Submitted for our review in this petition for review on certiorari (with a prayer for temporary restraining order and/or writ of preliminary injunction)[1] are the decision[2] and the resolution[3] of the Court of Appeals (CA) in CA-G.R. SP No. 00708. The CA decision affirmed the December 8, 2004 decision[4] and March 14, 2005[5] resolution of the National Labor Relations Commission (NLRC), Fourth Division, Cebu City. The NLRC, in turn, reversed the decision of the Labor Arbiter (LA) that dismissed the respondent's complaint for constructive dismissal.

On February 20, 2003, respondent Benigno B. Martinez (respondent) filed a complaint for illegal dismissal, with a claim for backwages, reinstatement and damages against petitioner Philippine Veterans Bank (petitioner).

In his position paper, the respondent alleged that he was the manager of the petitioner's Dumaguete Branch from September 1, 2001 until January 8, 2003, when his supposed resignation from the petitioner became effective. The respondent claimed that his resignation stemmed from a report published by the Philippine Daily Inquirer regarding the anomalies hounding the petitioner's high-ranking officials. This controversy according to the respondent resulted in huge withdrawals of major depositors. Concerned, the respondent approached Mr. Wilfredo S. Aniñon (Mr. Aniñon), the petitioner's Area Head for Visayas and Mindanao to discuss how to resolve the matter. When Mr. Aniñon just brushed off the issue, the respondent requested the Mayor of Valencia (a known big depositor of the Dumaguete Branch) to talk to Mr. Aniñon. The latter apparently misinterpreted the respondent's actions and angrily confronted him the next day, saying - "You fool, you went to the mayor of Valencia to seek support. Let them pull out all their deposits, they cannot threaten me! Let them pull out immediately! I will see to it that you will be replaced there! If not, I'd manage the branch myself! Or I'll have Dumaguete Branch made under the Luzon area so that I have nothing to do with your branch."

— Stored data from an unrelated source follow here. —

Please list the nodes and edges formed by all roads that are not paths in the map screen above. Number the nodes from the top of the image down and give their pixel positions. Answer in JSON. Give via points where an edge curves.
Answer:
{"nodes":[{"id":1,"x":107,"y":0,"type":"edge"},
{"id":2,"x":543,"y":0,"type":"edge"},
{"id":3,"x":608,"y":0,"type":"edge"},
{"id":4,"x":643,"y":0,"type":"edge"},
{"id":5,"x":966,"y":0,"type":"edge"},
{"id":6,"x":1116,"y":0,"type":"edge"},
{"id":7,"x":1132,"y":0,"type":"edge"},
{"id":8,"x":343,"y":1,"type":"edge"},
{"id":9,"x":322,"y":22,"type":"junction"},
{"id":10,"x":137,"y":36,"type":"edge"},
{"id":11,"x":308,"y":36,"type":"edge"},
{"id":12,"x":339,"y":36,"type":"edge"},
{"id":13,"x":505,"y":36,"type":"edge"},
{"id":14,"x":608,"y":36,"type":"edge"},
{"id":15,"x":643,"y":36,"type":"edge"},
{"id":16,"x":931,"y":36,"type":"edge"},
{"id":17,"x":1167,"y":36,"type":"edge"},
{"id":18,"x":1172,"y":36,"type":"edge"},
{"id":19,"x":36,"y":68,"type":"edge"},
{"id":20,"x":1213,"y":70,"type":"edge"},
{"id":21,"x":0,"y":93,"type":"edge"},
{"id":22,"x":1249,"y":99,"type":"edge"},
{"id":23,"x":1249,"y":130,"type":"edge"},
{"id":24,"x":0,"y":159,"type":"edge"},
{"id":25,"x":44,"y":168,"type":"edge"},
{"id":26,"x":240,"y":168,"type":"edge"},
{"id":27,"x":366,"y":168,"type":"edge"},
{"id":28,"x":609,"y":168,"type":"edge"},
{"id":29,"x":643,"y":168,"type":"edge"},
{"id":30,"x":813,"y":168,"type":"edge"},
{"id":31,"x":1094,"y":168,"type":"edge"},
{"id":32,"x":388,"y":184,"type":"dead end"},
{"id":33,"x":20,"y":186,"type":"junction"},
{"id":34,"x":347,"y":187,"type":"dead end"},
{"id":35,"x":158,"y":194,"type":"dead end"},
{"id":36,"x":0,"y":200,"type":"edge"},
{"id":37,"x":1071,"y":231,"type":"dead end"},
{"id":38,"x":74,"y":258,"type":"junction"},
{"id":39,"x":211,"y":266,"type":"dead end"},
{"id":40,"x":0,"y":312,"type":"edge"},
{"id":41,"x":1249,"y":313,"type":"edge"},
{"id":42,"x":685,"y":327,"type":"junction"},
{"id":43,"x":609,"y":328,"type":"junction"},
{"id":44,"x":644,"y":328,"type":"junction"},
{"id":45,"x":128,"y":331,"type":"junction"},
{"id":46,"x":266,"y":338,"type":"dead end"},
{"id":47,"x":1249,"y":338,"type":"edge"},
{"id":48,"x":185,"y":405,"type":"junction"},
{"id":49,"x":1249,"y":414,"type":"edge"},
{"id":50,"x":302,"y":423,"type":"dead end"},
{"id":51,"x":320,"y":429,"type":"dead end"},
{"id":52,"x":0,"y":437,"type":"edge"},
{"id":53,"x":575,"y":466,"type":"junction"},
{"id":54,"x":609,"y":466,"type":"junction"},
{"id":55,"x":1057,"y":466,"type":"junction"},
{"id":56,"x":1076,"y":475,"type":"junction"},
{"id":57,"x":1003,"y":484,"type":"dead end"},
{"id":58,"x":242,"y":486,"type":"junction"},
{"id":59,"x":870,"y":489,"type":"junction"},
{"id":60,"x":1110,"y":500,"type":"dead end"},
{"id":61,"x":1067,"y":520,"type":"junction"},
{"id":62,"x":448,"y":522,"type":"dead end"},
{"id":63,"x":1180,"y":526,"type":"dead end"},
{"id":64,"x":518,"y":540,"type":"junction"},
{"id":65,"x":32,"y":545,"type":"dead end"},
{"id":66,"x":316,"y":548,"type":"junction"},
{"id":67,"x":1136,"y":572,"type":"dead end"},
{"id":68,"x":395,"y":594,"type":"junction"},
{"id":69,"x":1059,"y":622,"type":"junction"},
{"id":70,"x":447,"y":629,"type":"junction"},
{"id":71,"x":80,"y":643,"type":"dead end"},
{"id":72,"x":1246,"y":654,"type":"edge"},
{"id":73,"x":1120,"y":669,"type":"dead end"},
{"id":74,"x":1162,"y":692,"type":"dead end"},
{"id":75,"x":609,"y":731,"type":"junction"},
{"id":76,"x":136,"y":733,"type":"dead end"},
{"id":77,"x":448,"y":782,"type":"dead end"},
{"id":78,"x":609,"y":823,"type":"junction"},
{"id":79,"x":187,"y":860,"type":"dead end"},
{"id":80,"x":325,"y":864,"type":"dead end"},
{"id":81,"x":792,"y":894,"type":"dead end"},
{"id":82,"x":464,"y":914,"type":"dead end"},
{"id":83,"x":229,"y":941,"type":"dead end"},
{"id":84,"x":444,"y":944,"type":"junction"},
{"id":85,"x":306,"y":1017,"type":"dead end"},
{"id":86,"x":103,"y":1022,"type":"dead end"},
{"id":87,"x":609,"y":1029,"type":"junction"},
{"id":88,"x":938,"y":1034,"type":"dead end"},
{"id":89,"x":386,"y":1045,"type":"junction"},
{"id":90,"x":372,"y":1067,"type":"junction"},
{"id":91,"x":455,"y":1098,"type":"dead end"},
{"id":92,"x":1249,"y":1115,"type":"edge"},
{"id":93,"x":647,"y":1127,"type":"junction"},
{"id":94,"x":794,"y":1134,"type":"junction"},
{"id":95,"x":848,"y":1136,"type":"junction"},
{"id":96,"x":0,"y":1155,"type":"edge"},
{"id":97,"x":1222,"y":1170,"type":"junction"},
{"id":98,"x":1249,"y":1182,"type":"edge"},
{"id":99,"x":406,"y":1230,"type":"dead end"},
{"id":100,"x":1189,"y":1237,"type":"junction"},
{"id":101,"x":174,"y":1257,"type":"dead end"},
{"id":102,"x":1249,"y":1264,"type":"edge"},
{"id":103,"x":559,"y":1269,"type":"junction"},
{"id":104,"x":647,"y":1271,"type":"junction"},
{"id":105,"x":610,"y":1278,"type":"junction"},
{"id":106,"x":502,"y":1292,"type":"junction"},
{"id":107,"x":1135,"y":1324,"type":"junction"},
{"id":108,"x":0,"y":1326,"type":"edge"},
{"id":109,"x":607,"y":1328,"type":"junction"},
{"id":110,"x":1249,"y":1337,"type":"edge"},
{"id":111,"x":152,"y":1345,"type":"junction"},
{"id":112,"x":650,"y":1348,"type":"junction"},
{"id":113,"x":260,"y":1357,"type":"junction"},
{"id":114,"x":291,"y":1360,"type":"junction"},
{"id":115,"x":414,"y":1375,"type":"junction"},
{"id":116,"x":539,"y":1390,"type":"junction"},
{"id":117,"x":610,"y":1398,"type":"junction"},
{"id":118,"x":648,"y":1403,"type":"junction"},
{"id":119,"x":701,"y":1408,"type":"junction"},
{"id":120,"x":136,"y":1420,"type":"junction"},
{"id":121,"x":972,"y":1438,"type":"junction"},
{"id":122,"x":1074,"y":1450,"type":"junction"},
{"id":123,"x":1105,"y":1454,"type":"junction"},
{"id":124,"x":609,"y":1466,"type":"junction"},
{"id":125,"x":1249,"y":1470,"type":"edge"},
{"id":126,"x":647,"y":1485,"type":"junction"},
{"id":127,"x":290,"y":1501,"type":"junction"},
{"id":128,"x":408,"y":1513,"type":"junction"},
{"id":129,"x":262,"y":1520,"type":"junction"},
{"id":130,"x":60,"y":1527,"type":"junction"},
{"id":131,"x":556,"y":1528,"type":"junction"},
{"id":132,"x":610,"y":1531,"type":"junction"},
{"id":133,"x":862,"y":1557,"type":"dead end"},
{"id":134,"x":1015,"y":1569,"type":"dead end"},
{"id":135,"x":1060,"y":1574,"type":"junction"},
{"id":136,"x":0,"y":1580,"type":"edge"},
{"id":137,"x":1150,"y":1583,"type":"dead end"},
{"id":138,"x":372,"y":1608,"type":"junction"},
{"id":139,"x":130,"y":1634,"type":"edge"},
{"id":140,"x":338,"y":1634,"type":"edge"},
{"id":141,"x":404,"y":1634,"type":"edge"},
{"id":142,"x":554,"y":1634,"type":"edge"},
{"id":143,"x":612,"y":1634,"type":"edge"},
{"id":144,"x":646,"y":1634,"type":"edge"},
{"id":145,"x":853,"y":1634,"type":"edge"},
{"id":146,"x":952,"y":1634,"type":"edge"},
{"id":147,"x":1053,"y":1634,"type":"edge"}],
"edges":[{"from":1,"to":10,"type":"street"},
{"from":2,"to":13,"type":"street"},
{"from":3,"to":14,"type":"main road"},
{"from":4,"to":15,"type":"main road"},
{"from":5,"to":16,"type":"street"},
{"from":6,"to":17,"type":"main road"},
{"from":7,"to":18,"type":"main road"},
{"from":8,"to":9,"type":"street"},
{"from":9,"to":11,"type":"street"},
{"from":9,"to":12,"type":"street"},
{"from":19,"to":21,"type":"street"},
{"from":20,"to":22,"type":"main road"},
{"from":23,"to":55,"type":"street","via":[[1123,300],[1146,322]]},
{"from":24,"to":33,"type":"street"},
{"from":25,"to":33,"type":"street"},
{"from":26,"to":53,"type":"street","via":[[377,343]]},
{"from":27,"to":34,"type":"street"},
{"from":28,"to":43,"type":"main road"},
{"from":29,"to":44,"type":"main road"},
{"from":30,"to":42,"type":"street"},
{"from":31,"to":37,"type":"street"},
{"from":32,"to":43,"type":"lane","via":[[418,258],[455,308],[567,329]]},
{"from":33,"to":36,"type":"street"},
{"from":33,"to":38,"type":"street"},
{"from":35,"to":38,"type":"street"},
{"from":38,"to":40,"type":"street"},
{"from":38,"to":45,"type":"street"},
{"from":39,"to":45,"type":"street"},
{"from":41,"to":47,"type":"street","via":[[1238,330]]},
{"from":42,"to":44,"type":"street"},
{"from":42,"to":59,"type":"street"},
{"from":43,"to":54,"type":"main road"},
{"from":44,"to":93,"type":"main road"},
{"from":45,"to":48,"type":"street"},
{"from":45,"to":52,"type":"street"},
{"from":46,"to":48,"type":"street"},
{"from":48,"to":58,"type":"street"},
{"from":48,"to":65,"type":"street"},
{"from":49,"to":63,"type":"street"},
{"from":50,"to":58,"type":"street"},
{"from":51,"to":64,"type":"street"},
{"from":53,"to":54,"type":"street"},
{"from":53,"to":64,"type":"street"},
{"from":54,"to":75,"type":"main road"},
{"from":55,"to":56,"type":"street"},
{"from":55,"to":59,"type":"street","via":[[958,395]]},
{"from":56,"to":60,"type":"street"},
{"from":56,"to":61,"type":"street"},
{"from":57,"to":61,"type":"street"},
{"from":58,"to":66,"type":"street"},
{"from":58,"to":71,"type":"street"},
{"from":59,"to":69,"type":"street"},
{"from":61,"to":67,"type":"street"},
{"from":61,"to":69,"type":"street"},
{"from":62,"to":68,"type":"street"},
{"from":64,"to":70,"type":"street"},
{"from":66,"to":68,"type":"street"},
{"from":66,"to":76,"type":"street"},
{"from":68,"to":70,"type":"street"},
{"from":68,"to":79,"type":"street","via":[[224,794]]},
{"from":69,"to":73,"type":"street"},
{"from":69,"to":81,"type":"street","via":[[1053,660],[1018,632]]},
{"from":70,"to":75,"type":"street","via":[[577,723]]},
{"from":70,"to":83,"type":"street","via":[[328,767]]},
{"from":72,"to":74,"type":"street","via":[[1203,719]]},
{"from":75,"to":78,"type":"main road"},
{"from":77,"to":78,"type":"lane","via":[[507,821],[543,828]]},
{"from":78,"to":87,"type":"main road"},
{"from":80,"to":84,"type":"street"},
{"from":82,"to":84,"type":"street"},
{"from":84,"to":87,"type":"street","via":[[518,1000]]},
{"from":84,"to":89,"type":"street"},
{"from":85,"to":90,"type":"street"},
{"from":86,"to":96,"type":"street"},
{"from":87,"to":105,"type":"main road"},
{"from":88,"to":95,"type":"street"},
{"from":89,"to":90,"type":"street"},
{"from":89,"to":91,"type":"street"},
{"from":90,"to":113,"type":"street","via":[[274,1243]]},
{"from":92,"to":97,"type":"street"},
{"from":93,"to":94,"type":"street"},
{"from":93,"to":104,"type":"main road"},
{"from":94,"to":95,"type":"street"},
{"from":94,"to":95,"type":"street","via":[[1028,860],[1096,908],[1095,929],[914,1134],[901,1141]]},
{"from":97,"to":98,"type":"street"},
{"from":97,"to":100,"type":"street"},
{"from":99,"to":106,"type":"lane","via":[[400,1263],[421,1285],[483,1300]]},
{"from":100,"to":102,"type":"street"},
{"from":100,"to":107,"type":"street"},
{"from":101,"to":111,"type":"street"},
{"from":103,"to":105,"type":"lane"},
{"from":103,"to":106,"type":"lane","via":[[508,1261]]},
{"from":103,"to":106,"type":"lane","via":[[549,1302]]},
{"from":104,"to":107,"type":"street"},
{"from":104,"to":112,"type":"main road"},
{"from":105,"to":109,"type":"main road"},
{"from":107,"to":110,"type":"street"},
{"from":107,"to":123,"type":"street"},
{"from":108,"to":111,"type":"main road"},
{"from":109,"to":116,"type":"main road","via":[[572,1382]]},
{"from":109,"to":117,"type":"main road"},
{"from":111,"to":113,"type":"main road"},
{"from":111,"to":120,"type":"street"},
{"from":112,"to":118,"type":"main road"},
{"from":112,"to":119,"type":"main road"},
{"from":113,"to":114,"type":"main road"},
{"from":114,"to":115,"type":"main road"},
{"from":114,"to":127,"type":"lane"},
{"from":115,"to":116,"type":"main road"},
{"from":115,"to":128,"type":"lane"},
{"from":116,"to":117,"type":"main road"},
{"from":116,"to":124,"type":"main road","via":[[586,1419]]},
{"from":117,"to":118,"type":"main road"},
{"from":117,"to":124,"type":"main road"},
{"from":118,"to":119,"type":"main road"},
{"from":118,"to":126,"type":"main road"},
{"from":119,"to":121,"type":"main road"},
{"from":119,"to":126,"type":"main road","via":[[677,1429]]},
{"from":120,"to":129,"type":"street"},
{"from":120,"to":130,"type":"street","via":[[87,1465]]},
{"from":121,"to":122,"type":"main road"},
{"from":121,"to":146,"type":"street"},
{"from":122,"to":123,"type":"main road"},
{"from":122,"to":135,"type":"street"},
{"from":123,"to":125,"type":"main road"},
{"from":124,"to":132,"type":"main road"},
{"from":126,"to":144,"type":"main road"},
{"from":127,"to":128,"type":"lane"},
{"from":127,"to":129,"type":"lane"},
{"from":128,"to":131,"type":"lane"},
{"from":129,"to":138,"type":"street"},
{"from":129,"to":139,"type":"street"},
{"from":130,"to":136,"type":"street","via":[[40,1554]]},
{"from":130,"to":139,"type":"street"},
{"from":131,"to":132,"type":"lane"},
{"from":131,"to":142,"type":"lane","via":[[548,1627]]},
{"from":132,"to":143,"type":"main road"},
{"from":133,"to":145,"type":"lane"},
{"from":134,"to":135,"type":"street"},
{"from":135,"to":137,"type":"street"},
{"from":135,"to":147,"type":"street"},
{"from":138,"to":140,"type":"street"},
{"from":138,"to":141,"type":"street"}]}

On October 14, 2002, Mr. Aniñon went to the Dumaguete Branch and brought along with him Mr. Mansueto Quijote as the respondent's replacement and new branch manager. Mr. Aniñon then instructed the respondent to go to the petitioner's head office in Makati to report to the Vice President and Head of Branch Banking Division, Mr. Jose D. Lloren, Jr (VP Lloren).

The respondent flew to Manila and reported to the Makati Office, as ordered. VP Lloren told him that he would undergo training, but no such training took place. Instead, he was made to do clerical jobs. To compound the unjust treatment, the respondent had to travel at least 4 hours daily from his rented house in Cavite to Makati; his travel and living expenses consumed at least half of his salary. On January 8, 2003, the respondent tendered his resignation citing that "it is so expensive for [him] to be staying away from [his] family."

The petitioner in its Position Paper claimed that the respondent's transfer was not motivated by bad faith. It argued that Special Order No. 880, which ordered the respondent's transfer to the Branch Banking Division to undergo Branch Head Training effective October 21, 2002, authorized the respondent's transfer. The same Order stated that the respondent's transfer will not entail any change in rank and compensation and that he is also entitled to per diem and housing allowance amounting to six thousand pesos. The petitioner further claimed that the respondent's transfer was neither unceremonious nor without his consent since he agreed in his contract of employment that he can be given a different assignment at any given time. Finally, the petitioner claimed that the respondent was not placed on "floating status;" after his training on October 29, 2002, he was assigned to the Due Head Office Task Force to hold the sensitive position of reconciling all book entries of all the petitioner's branches. Thus, to the petitioner, the respondent was not constructively dismissed; he voluntarily resigned from his job.

The LA and NLRC Rulings

On June 30, 2003, the LA dismissed the respondent's complaint for lack of merit. The LA found that the petitioner was not guilty of constructive dismissal and that the respondent voluntarily resigned from the service.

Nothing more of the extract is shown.